--- START ---

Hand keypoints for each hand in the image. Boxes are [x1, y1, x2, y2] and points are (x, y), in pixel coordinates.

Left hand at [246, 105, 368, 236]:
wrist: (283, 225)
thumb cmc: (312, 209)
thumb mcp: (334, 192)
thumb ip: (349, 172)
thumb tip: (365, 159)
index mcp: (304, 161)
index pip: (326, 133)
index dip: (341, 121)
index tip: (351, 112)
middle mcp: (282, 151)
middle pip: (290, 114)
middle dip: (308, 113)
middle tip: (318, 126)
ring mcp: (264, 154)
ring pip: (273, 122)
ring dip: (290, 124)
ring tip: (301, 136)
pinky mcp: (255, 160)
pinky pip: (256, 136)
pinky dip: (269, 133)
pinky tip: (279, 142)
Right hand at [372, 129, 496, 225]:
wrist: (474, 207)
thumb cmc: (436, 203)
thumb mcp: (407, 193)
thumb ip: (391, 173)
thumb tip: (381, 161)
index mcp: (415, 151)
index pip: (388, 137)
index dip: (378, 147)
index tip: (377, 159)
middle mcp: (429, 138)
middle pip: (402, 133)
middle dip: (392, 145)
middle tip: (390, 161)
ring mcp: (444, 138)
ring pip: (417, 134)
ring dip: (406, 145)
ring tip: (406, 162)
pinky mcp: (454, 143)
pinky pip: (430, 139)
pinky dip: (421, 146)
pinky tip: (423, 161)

--- END ---

> EXERCISE DIRECTIONS
Every single record must be transcribed exactly as it stands.

> TASK RESPONSE
Hand keypoints for each hand in the image. Boxes are [x1, y1, x2, y2] and points are (x, y), in pixel coordinates.

Left hand at [246, 105, 368, 236]:
wrist: (283, 225)
thumb cmc: (312, 209)
thumb mcp: (334, 192)
thumb ip: (349, 172)
thumb tip: (365, 159)
index mcp: (304, 161)
index pip: (326, 133)
index dip: (341, 121)
index tip: (351, 112)
middle mcp: (282, 151)
middle pip: (290, 114)
middle dip: (308, 113)
middle tip: (318, 126)
ring mcp: (264, 154)
ring pip: (273, 122)
ring dip: (290, 124)
ring tip: (301, 136)
pinky mcp: (255, 160)
pinky pip: (256, 136)
pinky dip: (269, 133)
pinky tip: (279, 142)
Right hand at [372, 129, 496, 225]:
wrist: (474, 207)
thumb cmc: (436, 203)
thumb mcp: (407, 193)
thumb ip: (391, 173)
thumb tip: (381, 161)
index mcp: (415, 151)
index pip: (388, 137)
index dip: (378, 147)
index tip: (377, 159)
middle mcp: (429, 138)
middle pip: (402, 133)
middle dip: (392, 145)
middle tip: (390, 161)
ring mcp: (444, 138)
ring pip: (417, 134)
ring dip: (406, 145)
ring tip: (406, 162)
pinky mcp: (454, 143)
pinky pip: (430, 139)
pinky dip: (421, 146)
pinky tip: (423, 161)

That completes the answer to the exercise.